Buradan anlaşılacağı üzere kamu otoritesini sınırlamak, şer'î kanunlarda belirtilmiş olmasının yanı sıra, devletin bekası ve halkın refahı için son derece önemlidir. Halifenin sınırlarını bir takım hukuki normlar vasıtasıyla belirlemek, sadece onun değil, ondan sonra gelecek olanların da nasıl bir yönetim biçimi ortaya koyacağını yasal ifadelerle açıklamış olur. Seçimlerin istikrarlı olabilmesi için, halifenin yaşadığı sürece kendi yerine bir başkasını atayamaması, yine bizlerin dikkatini çeken bir başka husus olmuştur. Böylelikle bugün “Ortadoğu” topraklarında gördüğümüz, babadan oğla geçen despotik yönetimlerin önüne geçilir ve her halife için, onun iktidarını meşru kılacak bir seçim uygulanır. Buraya kadar aktarmaya çalıştığımız ilkeler içersinde belki de en mühim olanı, İkbal’in kitabında geçen; “halifenin, yaşadığı sürece kendisinin yerine bir başkasını atayamaması” ilkesidir. Bu ilke bir yandan her halife için adil seçimlerin yapılmasını ön görürken, bir yandan da monarşi fikrine baştan karşı çıkmaktadır. Yine bu duruma, dört halife döneminden örnekler verir Muhammed İkbal ve Hz. Ömer’in kendi oğlunun seçimlere aday olmasını yasakladığını aktarır bizlere. Aktardığımız bu ilkelerin etrafında şekillenecek olan seçime dayalı bir yönetim biçiminin, İslâm toplumlarında istikrarlı, meşru, halkın iradesini bünyesinde barındıran yönetim biçimlerinin oluşmasında tayin edici rolü üstlenmektedir.

Temel ilke: Seçim ilkesi

Muhammed İkbal analizlerinde, Kur’an’da ortaya konan temel ilkenin seçim ilkesi olduğunu önemle vurgulamaktadır. Buradaki “ilke” ifadesi önemlidir; çünkü İslâmiyet’te, ideal bir siyasi yönetim biçiminden bahsedemiyoruz. Bilindiği üzere siyasi yönetimler, tıpkı toplumlar gibi, dinamik yapılardır. Zaman içersinde onlar da, toplumlar, kavimler gibi değişiklikler gösterebilir. Bu bağlamda tarih sahnesinde bir takım yönetimlerin ve sistemlerin uygulanabilir olması, bugün de aynı kaidenin geçerli olduğunu göstermez. Fakat bunun yerine İkbal’in yukarıda bahsettiği temel ilkeler uygulandığı taktirde, öncelikli olan husus tayin edilmiş olur. Şüphesiz ki yönetimde halkın rızasını kazanmak, ilm-i siyasetin en çok ustalık gerektiren kısmıdır. Bu bağlamda her ne kadar modern siyaset bilimi, bu rızayı kazanmanın ideal biçiminin demokrasi, bir takım yaklaşımlar ise liberal demokrasi olduğunu söylese de, bu yaklaşımın biz Müslümanlar tarafından hap gibi alınıp kullanabileceği anlamına gelmez. Başka bir ifadeyle, sistemler olduğu gibi ihraç edilerek, toplumlara giydirilemez. Başta Ortadoğu siyasetindeki karışıklıklar göz önüne alındığında, İkbal’in yaklaşımları, unuttuğumuz şeyleri bizlere hatırlatmaktadır.

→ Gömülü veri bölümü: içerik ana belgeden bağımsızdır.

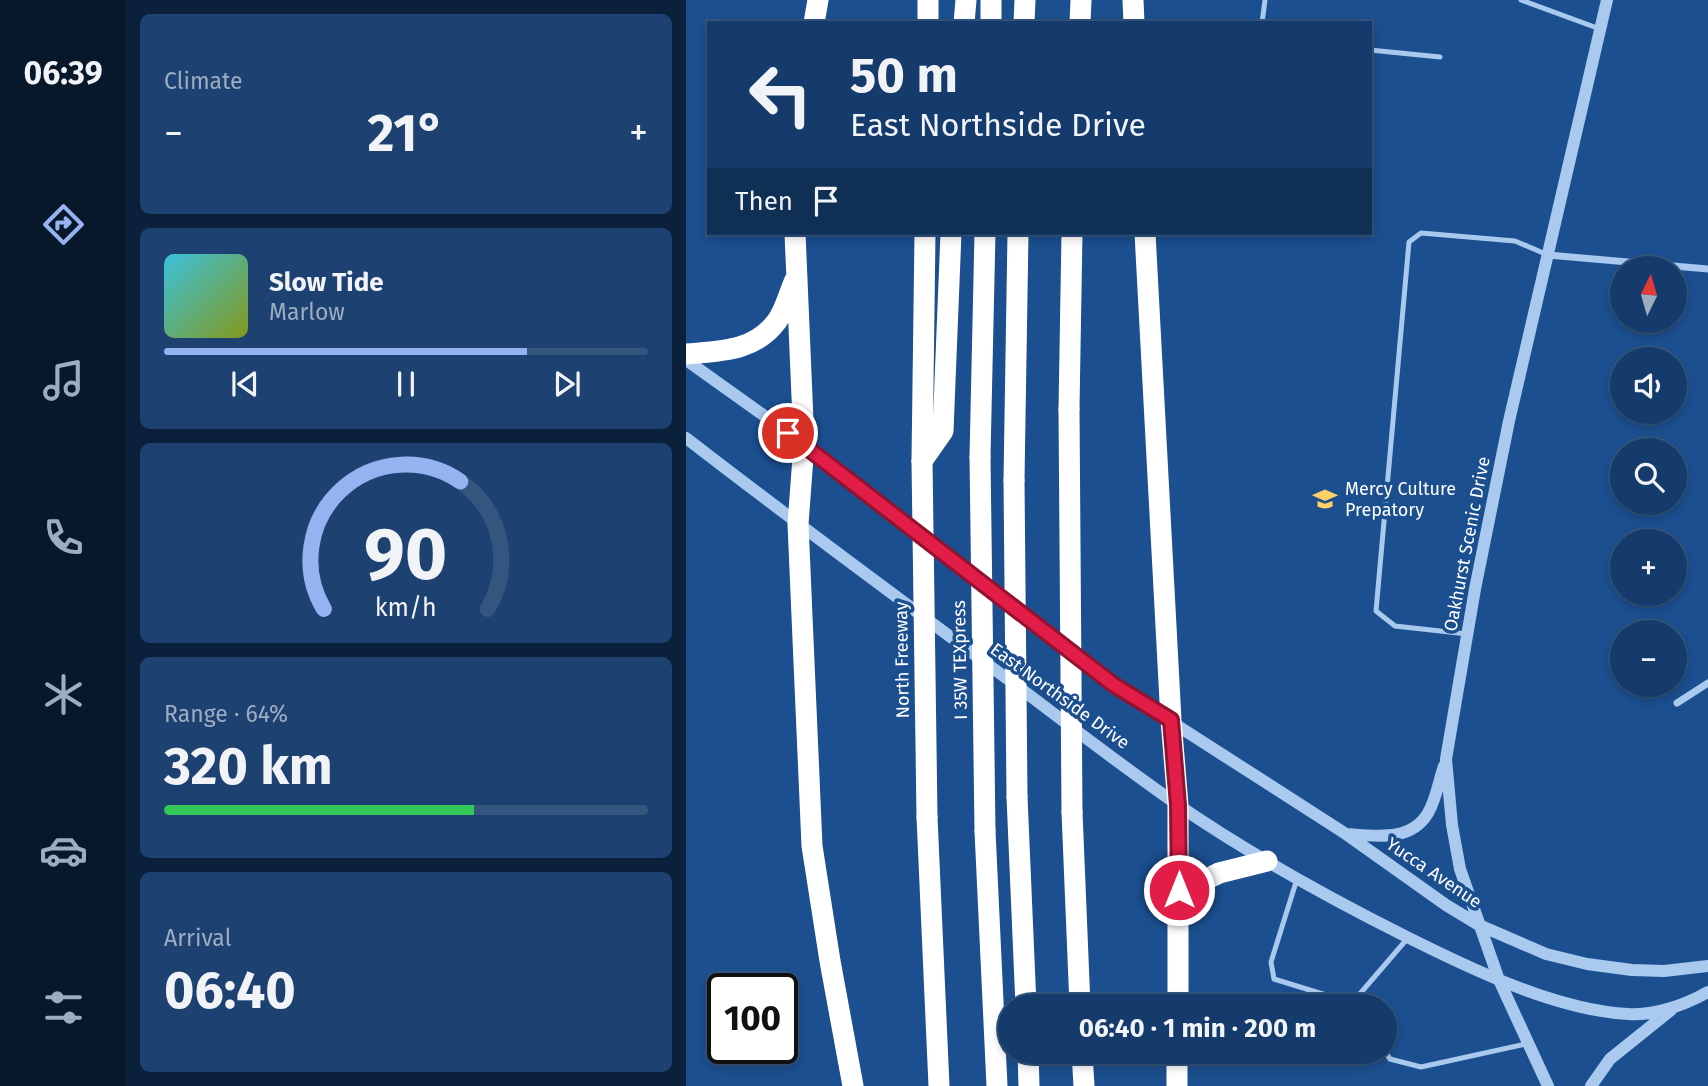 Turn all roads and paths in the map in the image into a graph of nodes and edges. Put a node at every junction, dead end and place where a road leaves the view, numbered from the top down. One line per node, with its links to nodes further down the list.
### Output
1 (818, 0): 11 (highway)
2 (928, 0): 12 (highway)
3 (966, 0): 13 (highway)
4 (991, 0): 14 (highway)
5 (1025, 0): 15 (highway)
6 (1081, 0): 16 (highway)
7 (1133, 0): 17 (highway)
8 (1265, 0): 18 (lane)
9 (1521, 0): 19 (lane)
10 (1607, 0): 19 (street, Oakhurst Scenic Drive)
11 (814, 21)
12 (928, 21)
13 (964, 21)
14 (991, 21)
15 (1024, 21)
16 (1080, 21)
17 (1134, 21)
18 (1262, 21)
19 (1601, 29): 29 (street, Oakhurst Scenic Drive)
20 (1372, 50): 21 (lane)
21 (1440, 57)
22 (795, 235): 31 (highway)
23 (925, 235): 36 (highway, North Freeway)
24 (951, 235): 36 (highway)
25 (985, 235): 66 (highway, I 35W TEXpress, bridge)
26 (1018, 235): 53 (highway, bridge)
27 (1072, 235): 54 (highway, bridge)
28 (1145, 235): 41 (highway)
29 (1548, 255): 30 (street); 38 (street, Oakhurst Scenic Drive); 38 (lane)
30 (1708, 269)
31 (797, 275): 32 (highway); 35 (highway)
32 (686, 354)
33 (686, 360): 35 (street)
34 (686, 438): 37 (street, East Northside Drive)
35 (804, 444): 37 (highway); 41 (street)
36 (922, 461): 65 (highway, North Freeway, bridge)
37 (798, 524): 43 (street, East Northside Drive); 64 (highway)
38 (1467, 634): 42 (street, Oakhurst Scenic Drive)
39 (1708, 682): 40 (street)
40 (1677, 703)
41 (1171, 720): 43 (highway); 44 (street, Yucca Avenue)
42 (1446, 759): 44 (street); 48 (street, Oakhurst Scenic Drive)
43 (1178, 805): 45 (street); 47 (highway)
44 (1346, 834): 48 (street, Yucca Avenue)
45 (1267, 861): 46 (street); 47 (highway)
46 (1297, 879): 49 (street); 56 (lane)
47 (1179, 912): 55 (highway)
48 (1479, 925): 50 (street, Yucca Avenue); 51 (street, Oakhurst Scenic Drive)
49 (1409, 938): 51 (street); 57 (lane)
50 (1708, 966)
51 (1499, 981): 58 (street); 59 (street, Oakhurst Scenic Drive)
52 (1708, 992): 58 (street)
53 (1025, 994)
54 (1080, 994)
55 (1178, 994)
56 (1320, 994)
57 (1362, 994)
58 (1675, 1007): 71 (street)
59 (1528, 1043): 60 (lane); 70 (street, Oakhurst Scenic Drive)
60 (1397, 1061)
61 (1028, 1064): 67 (highway)
62 (1083, 1064): 68 (highway)
63 (1177, 1064): 69 (highway)
64 (853, 1086)
65 (939, 1086)
66 (996, 1086)
67 (1029, 1086)
68 (1084, 1086)
69 (1177, 1086)
70 (1548, 1086)
71 (1591, 1086) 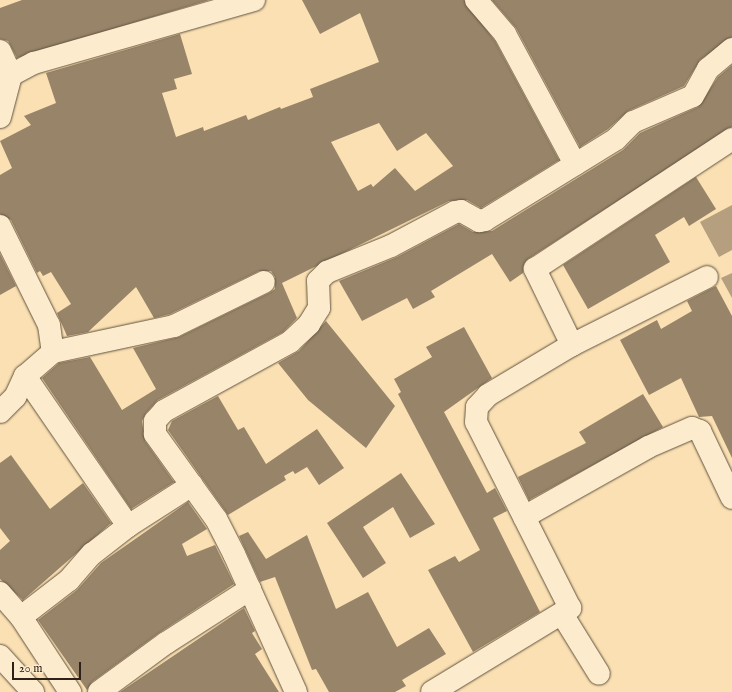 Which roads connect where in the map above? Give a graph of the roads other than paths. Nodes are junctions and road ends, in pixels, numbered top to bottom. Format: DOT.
graph roads {
  1 [pos="254,0"];
  2 [pos="476,0"];
  3 [pos="732,49"];
  4 [pos="0,51"];
  5 [pos="12,75"];
  6 [pos="0,117"];
  7 [pos="732,139"];
  8 [pos="575,164"];
  9 [pos="0,226"];
  10 [pos="707,277"];
  11 [pos="264,282"];
  12 [pos="572,345"];
  13 [pos="53,352"];
  14 [pos="25,376"];
  15 [pos="0,412"];
  16 [pos="192,485"];
  17 [pos="732,498"];
  18 [pos="524,517"];
  19 [pos="128,526"];
  20 [pos="250,589"];
  21 [pos="0,593"];
  22 [pos="562,614"];
  23 [pos="22,617"];
  24 [pos="0,656"];
  25 [pos="600,674"];
  26 [pos="443,689"];
  27 [pos="33,692"];
  28 [pos="70,692"];
  29 [pos="99,692"];
  30 [pos="296,692"];
  1 -- 5 [label="street"];
  2 -- 8 [label="street"];
  3 -- 8 [label="street"];
  4 -- 5 [label="street"];
  5 -- 6 [label="street"];
  7 -- 12 [label="street"];
  8 -- 16 [label="street"];
  9 -- 13 [label="street"];
  10 -- 12 [label="street"];
  11 -- 13 [label="street"];
  12 -- 18 [label="street"];
  13 -- 14 [label="street"];
  14 -- 15 [label="street"];
  14 -- 19 [label="street"];
  16 -- 19 [label="street"];
  16 -- 20 [label="street"];
  17 -- 18 [label="street"];
  18 -- 22 [label="street"];
  19 -- 23 [label="street"];
  20 -- 29 [label="street"];
  20 -- 30 [label="street"];
  21 -- 23 [label="street"];
  22 -- 25 [label="street"];
  22 -- 26 [label="street"];
  23 -- 28 [label="street"];
  24 -- 27 [label="street"];
}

Elbette pratik siyasetin, burada zikretmeye çalıştığımız kadar basit olmadığı gerçeğini de atlamamak gerekir. Yoğun ve etkili pratik tartışmalar nedeniyle, teorik tartışmalar her geçen gün daha fazla çaresiz kalsa da, bu durum bizi yukarıda ele aldığımız konuları tefekkür etmekten alıkoymamalı. İslâm siyaset düşüncesi dikkate alındığında Müslümanların birincil görevi, bu meselelere olabildiğince sağduyulu yaklaşmak ve çözüm arayışına girmek olmalı. Bu bağlamda Muhammed İkbal’ın “İslâm Düşüncesi" dikkatle okunması gereken eserlerden bir tanesi.